= Thomas Wyer Jr. =

Canadian politician

Thomas Wyer Jr. (1789 - December 23, 1848) was a political figure in New Brunswick. He represented Charlotte in the Legislative Assembly of New Brunswick from 1827 to 1840.

==Life==
He was the son of Thomas Wyer Sr., a United Empire Loyalist who came to St. Andrews, New Brunswick from Falmouth (later Portland, Maine), and Joanna Pote daughter of Jeremiah Pote. The elder Wyer was the owner of the schooner Miriam and son of the sea captain David Wyer.

In 1837, he was involved in the incorporation of the Campobello Mill and Manufacturing Company. In 1839 he was appointed commissioner of ensuring mail delivery to the Fundy Isles.
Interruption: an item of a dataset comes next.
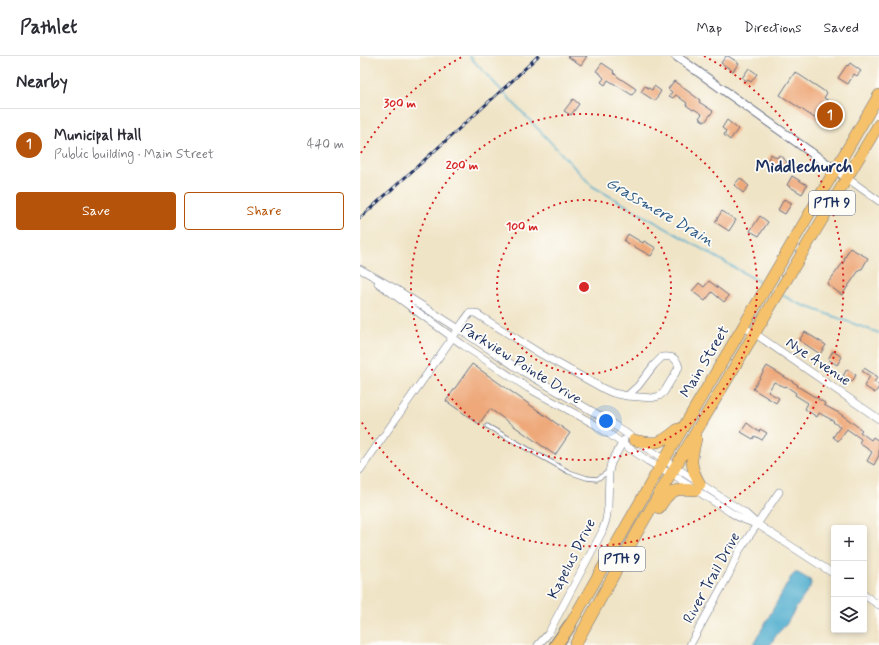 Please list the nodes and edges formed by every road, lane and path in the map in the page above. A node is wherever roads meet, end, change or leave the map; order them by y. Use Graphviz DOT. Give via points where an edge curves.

As of 1839-1842, Wyer was one of three commissioners of the lighthouses on Machias Seal Island, Campobello and at Saint Andrews.

Wyer served as a justice in the Court of Common Pleas, as a lieutenant in the militia, as commissioner of wrecks and as a member of the board of education. In 1840, Wyer was named to the Legislative Council of New Brunswick.

His daughter Susan married George Dixon Street, who also represented Charlotte in the assembly.